## DATASET SECTION:

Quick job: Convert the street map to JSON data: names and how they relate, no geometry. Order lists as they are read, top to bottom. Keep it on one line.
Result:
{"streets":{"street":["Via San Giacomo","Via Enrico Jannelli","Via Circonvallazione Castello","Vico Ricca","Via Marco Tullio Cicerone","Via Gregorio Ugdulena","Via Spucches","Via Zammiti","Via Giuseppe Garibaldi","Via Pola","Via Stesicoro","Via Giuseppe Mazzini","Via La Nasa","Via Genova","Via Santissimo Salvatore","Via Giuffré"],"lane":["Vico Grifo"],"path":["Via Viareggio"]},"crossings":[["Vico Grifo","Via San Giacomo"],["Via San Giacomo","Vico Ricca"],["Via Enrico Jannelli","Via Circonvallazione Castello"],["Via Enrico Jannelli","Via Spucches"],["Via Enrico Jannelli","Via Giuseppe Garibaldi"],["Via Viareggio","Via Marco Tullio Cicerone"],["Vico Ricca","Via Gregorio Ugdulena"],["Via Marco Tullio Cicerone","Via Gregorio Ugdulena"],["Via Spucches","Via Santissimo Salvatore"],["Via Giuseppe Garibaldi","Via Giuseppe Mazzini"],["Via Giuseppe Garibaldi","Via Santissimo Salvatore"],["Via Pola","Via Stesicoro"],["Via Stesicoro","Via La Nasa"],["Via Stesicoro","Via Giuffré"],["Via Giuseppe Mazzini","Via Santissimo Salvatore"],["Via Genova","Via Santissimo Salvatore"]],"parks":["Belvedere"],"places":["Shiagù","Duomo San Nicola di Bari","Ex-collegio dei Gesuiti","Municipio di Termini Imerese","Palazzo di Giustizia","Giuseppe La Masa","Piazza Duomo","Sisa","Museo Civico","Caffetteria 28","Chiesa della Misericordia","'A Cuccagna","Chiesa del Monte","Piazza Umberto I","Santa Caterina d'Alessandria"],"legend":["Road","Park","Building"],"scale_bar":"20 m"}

## EXERCISE GOAL:
In full and without alteration, return every line above.

## SOLUTION FOR THIS TASK:
Quick job: Convert the street map to JSON data: names and how they relate, no geometry. Order lists as they are read, top to bottom. Keep it on one line.
Result:
{"streets":{"street":["Via San Giacomo","Via Enrico Jannelli","Via Circonvallazione Castello","Vico Ricca","Via Marco Tullio Cicerone","Via Gregorio Ugdulena","Via Spucches","Via Zammiti","Via Giuseppe Garibaldi","Via Pola","Via Stesicoro","Via Giuseppe Mazzini","Via La Nasa","Via Genova","Via Santissimo Salvatore","Via Giuffré"],"lane":["Vico Grifo"],"path":["Via Viareggio"]},"crossings":[["Vico Grifo","Via San Giacomo"],["Via San Giacomo","Vico Ricca"],["Via Enrico Jannelli","Via Circonvallazione Castello"],["Via Enrico Jannelli","Via Spucches"],["Via Enrico Jannelli","Via Giuseppe Garibaldi"],["Via Viareggio","Via Marco Tullio Cicerone"],["Vico Ricca","Via Gregorio Ugdulena"],["Via Marco Tullio Cicerone","Via Gregorio Ugdulena"],["Via Spucches","Via Santissimo Salvatore"],["Via Giuseppe Garibaldi","Via Giuseppe Mazzini"],["Via Giuseppe Garibaldi","Via Santissimo Salvatore"],["Via Pola","Via Stesicoro"],["Via Stesicoro","Via La Nasa"],["Via Stesicoro","Via Giuffré"],["Via Giuseppe Mazzini","Via Santissimo Salvatore"],["Via Genova","Via Santissimo Salvatore"]],"parks":["Belvedere"],"places":["Shiagù","Duomo San Nicola di Bari","Ex-collegio dei Gesuiti","Municipio di Termini Imerese","Palazzo di Giustizia","Giuseppe La Masa","Piazza Duomo","Sisa","Museo Civico","Caffetteria 28","Chiesa della Misericordia","'A Cuccagna","Chiesa del Monte","Piazza Umberto I","Santa Caterina d'Alessandria"],"legend":["Road","Park","Building"],"scale_bar":"20 m"}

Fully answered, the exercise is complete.